EU-Nachbar: Republik Moldau vor neuer Schicksalswahl

Das ärmste Land Europas entscheidet über eine neue Regierung. Es geht um den alten Richtungsstreit Ost oder West – und gegen die Korruption. Ein Besuch.

Von Oliver Bilger

Geduckte graue Häuser, Straßen voller Schlaglöcher, Eselskarren, die darüber rollen –  auf den ersten Blick ist Cobusca Veche ein gewöhnliches Dorf im Osten der Republik Moldau. 2350 Einwohner sind in der Ortschaft registriert. Die kleine Republik, eingeklemmt zwischen Rumänien und der Ukraine, ist das ärmste Land Europas. Instabile Politik und Wirtschaft bremsen die Entwicklung seit Jahren. In Cobusca Veche ist das leicht zu erkennen.

Und doch ist etwas anders im Dorf. Bürgermeister Laurențiu Perju, ein dynamischer 40-Jähriger, will den Ort voranbringen. In seinen drei Jahren im Amt hat er die Poststation renoviert, einen Fußballplatz mit Kunstrasen angelegt und Straßenbeleuchtung installiert. Das Budget dafür organisierte er aus Rumänien, Schweden, Polen und Deutschland. Perjus Ziel: Cobusca Veche soll attraktiver werden, damit jene zurückkehren, die als Arbeitsmigranten ins Ausland gingen.
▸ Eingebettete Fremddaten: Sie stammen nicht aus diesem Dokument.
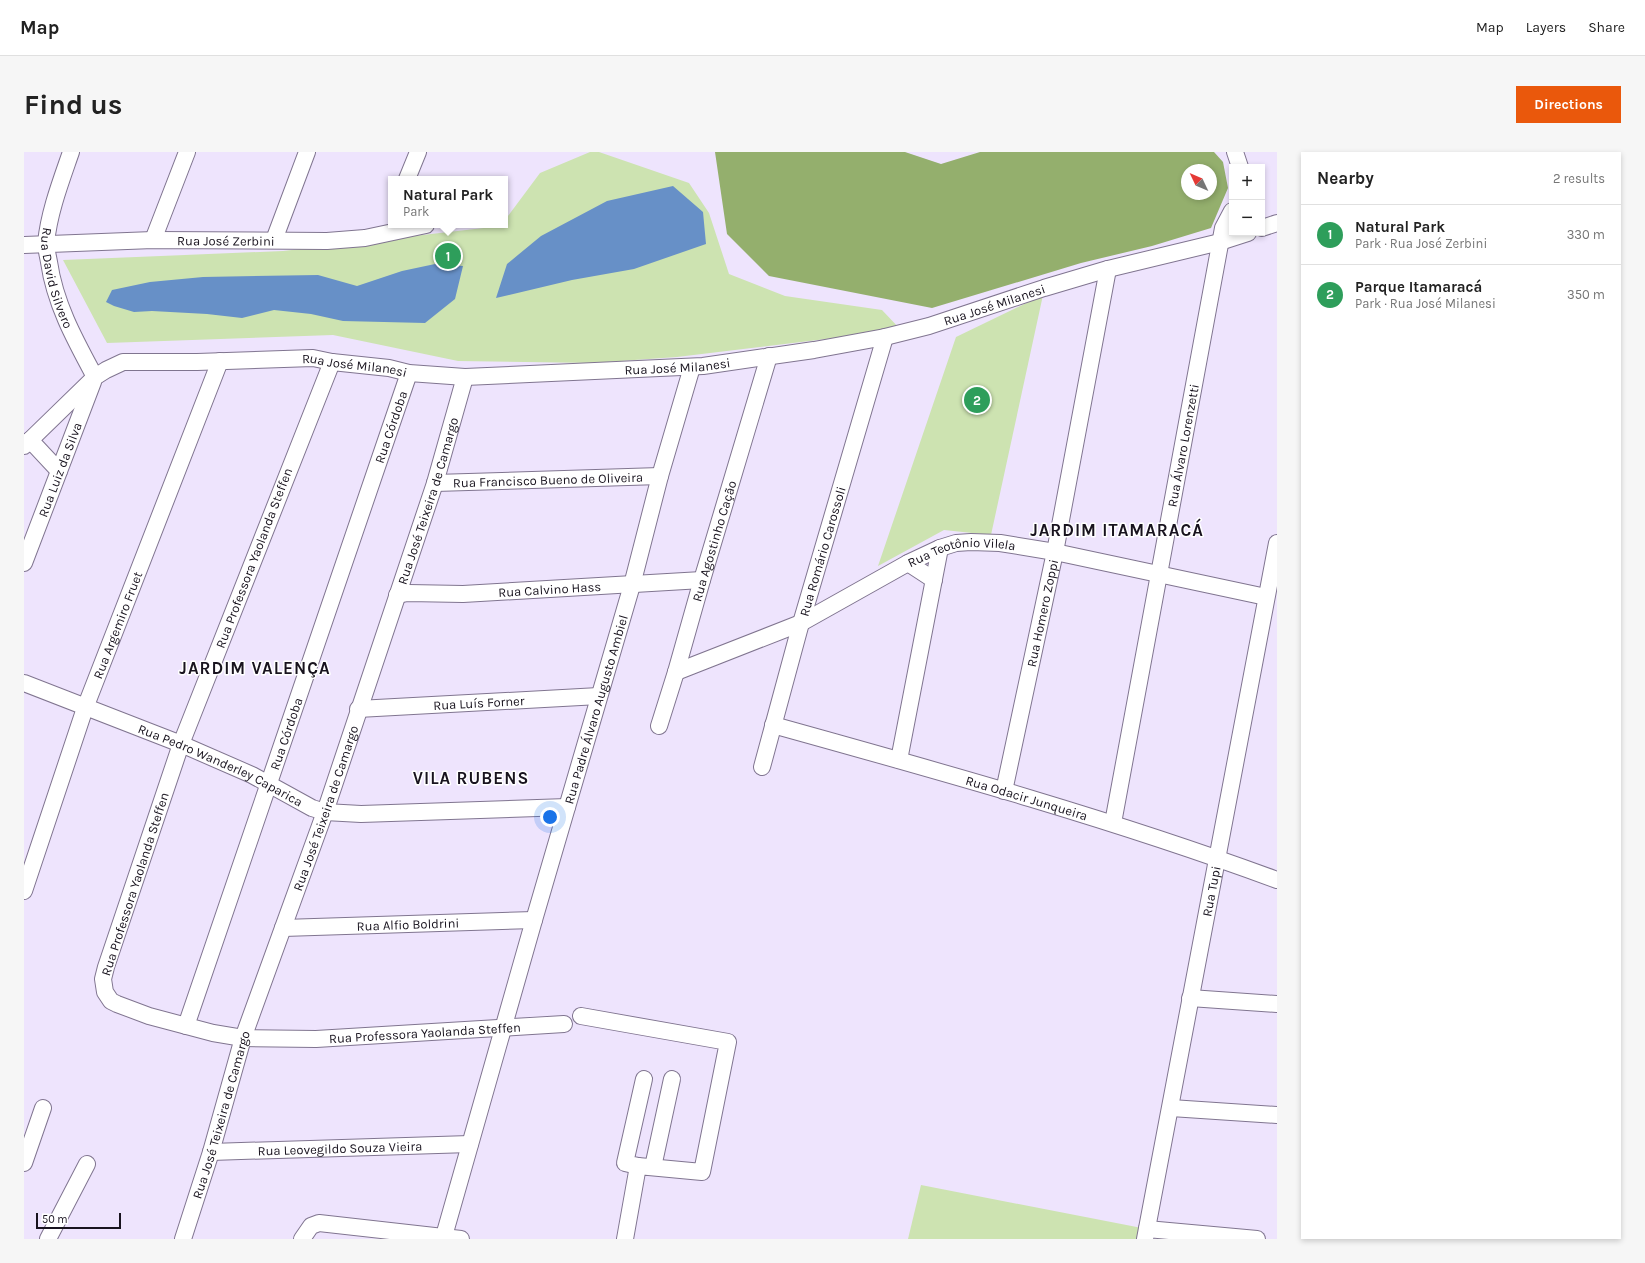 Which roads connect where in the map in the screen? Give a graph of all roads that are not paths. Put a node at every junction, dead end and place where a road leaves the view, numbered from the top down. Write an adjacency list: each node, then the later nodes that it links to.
1 (71, 152): 17 (street, Rua David Silvero)
2 (187, 152): 13 (street)
3 (307, 152): 14 (street)
4 (418, 152): 7 (street)
5 (1235, 152): 6 (street)
6 (1239, 164)
7 (408, 176)
8 (1229, 216): 15 (street, Rua Álvaro Lorenzetti)
9 (1277, 224): 10 (street)
10 (1265, 227)
11 (389, 228): 14 (street, Rua José Zerbini)
12 (1239, 236): 15 (street, Rua José Milanesi)
13 (153, 240): 14 (street, Rua José Zerbini); 17 (street, Rua José Zerbini)
14 (274, 240)
15 (1220, 242): 18 (street, Rua José Milanesi); 36 (street, Rua Álvaro Lorenzetti)
16 (24, 245): 17 (street, Rua José Zerbini)
17 (46, 245): 25 (street, Rua David Silvero)
18 (1108, 269): 19 (street, Rua José Milanesi); 33 (street, Rua Homero Zoppi)
19 (884, 337): 20 (street, Rua José Milanesi); 42 (street, Rua Romário Carossoli)
20 (769, 356): 23 (street, Rua José Milanesi); 37 (street, Rua Agostinho Cação)
21 (220, 361): 22 (street, Rua José Milanesi); 25 (street, Rua José Milanesi); 46 (street, Rua Argemiro Fruet)
22 (332, 362): 24 (street, Rua José Milanesi); 50 (street, Rua Professora Yaolanda Steffen)
23 (692, 366): 26 (street, Rua José Milanesi); 29 (street, Rua Padre Álvaro Augusto Ambiel)
24 (409, 373): 26 (street, Rua José Milanesi); 53 (street, Rua Córdoba)
25 (95, 377): 27 (street, Rua José Milanesi); 28 (street, Rua Luiz da Silva)
26 (465, 377): 30 (street, Rua José Teixeira de Camargo)
27 (27, 443): 28 (street)
28 (59, 471): 34 (street, Rua Luiz da Silva)
29 (660, 476): 30 (street, Rua Francisco Bueno de Oliveira); 39 (street, Rua Padre Álvaro Augusto Ambiel)
30 (435, 483): 40 (street, Rua José Teixeira de Camargo)
31 (1277, 543): 41 (street, Rua Tupi)
32 (940, 548): 33 (street, Rua Teotônio Vilela); 35 (street, Rua Teotônio Vilela); 38 (street)
33 (1055, 552): 36 (street, Rua Teotônio Vilela); 54 (street, Rua Homero Zoppi)
34 (24, 563)
35 (908, 563): 38 (street); 42 (street, Rua Teotônio Vilela)
36 (1160, 574): 41 (street, Rua Teotônio Vilela); 57 (street, Rua Álvaro Lorenzetti)
37 (702, 580): 39 (street, Rua Calvino Hass); 43 (street, Rua Agostinho Cação)
38 (934, 580): 51 (street)
39 (632, 585): 40 (street, Rua Calvino Hass); 45 (street, Rua Padre Álvaro Augusto Ambiel)
40 (397, 595): 47 (street, Rua José Teixeira de Camargo)
41 (1266, 597): 58 (street, Rua Tupi)
42 (800, 623): 43 (street, Rua Teotônio Vilela); 48 (street, Rua Romário Carossoli)
43 (676, 672): 49 (street, Rua Agostinho Cação)
44 (24, 683): 46 (street, Rua Pedro Wanderley Caparica)
45 (598, 696): 47 (street, Rua Luís Forner); 55 (street, Rua Padre Álvaro Augusto Ambiel)
46 (85, 708): 50 (street, Rua Pedro Wanderley Caparica); 60 (street, Rua Argemiro Fruet)
47 (358, 709): 56 (street, Rua José Teixeira de Camargo)
48 (773, 725): 51 (street, Rua Odacir Junqueira); 52 (street, Rua Romário Carossoli)
49 (659, 726)
50 (181, 744): 53 (street, Rua Pedro Wanderley Caparica); 67 (street, Rua Professora Yaolanda Steffen)
51 (899, 760): 54 (street, Rua Odacir Junqueira)
52 (762, 766)
53 (269, 784): 56 (street, Rua Pedro Wanderley Caparica); 67 (street, Rua Córdoba)
54 (1004, 791): 57 (street, Rua Odacir Junqueira)
55 (567, 807): 56 (street, Rua Pedro Wanderley Caparica); 61 (street, Rua Padre Álvaro Augusto Ambiel)
56 (324, 812): 62 (street, Rua José Teixeira de Camargo)
57 (1113, 823): 58 (street, Rua Odacir Junqueira)
58 (1216, 858): 59 (street, Rua Odacir Junqueira); 63 (street, Rua Tupi)
59 (1277, 880)
60 (24, 891)
61 (534, 920): 62 (street, Rua Alfio Boldrini); 68 (street, Rua Padre Álvaro Augusto Ambiel)
62 (283, 928): 69 (street, Rua José Teixeira de Camargo)
63 (1190, 998): 64 (street); 73 (street, Rua Tupi)
64 (1277, 1004)
65 (582, 1016): 79 (street)
66 (564, 1024): 68 (street, Rua Professora Yaolanda Steffen)
67 (186, 1026): 69 (street, Rua Professora Yaolanda Steffen)
68 (503, 1028): 69 (street, Rua Professora Yaolanda Steffen); 75 (street, Rua Padre Álvaro Augusto Ambiel)
69 (243, 1038): 76 (street, Rua José Teixeira de Camargo)
70 (644, 1079): 79 (street)
71 (672, 1079): 79 (street)
72 (43, 1108): 77 (street)
73 (1171, 1108): 74 (street); 81 (street, Rua Tupi)
74 (1277, 1115)
75 (470, 1144): 76 (street, Rua Leovegildo Souza Vieira); 83 (street, Rua Padre Álvaro Augusto Ambiel)
76 (211, 1152): 85 (street, Rua José Teixeira de Camargo)
77 (24, 1163)
78 (87, 1164): 84 (street)
79 (646, 1167): 87 (street)
80 (306, 1233): 82 (street)
81 (1146, 1234): 88 (street)
82 (416, 1236): 83 (street)
83 (444, 1236): 86 (street)
84 (48, 1239)
85 (183, 1239)
86 (461, 1239)
87 (625, 1239)
88 (1257, 1239)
In der gesamten Republik sind das nach Angaben der Internationalen Organisation für Migration fast eine Million Menschen, in einem Land, das nur 3,5 Millionen Einwohner zählt. Die Zahl der Auswanderer steigt seit Jahren, weil die Hoffnung auf eine bessere Zukunft in der Heimat sinkt. Deutschland zählt zu den häufigsten Destinationen der Arbeitsmigranten.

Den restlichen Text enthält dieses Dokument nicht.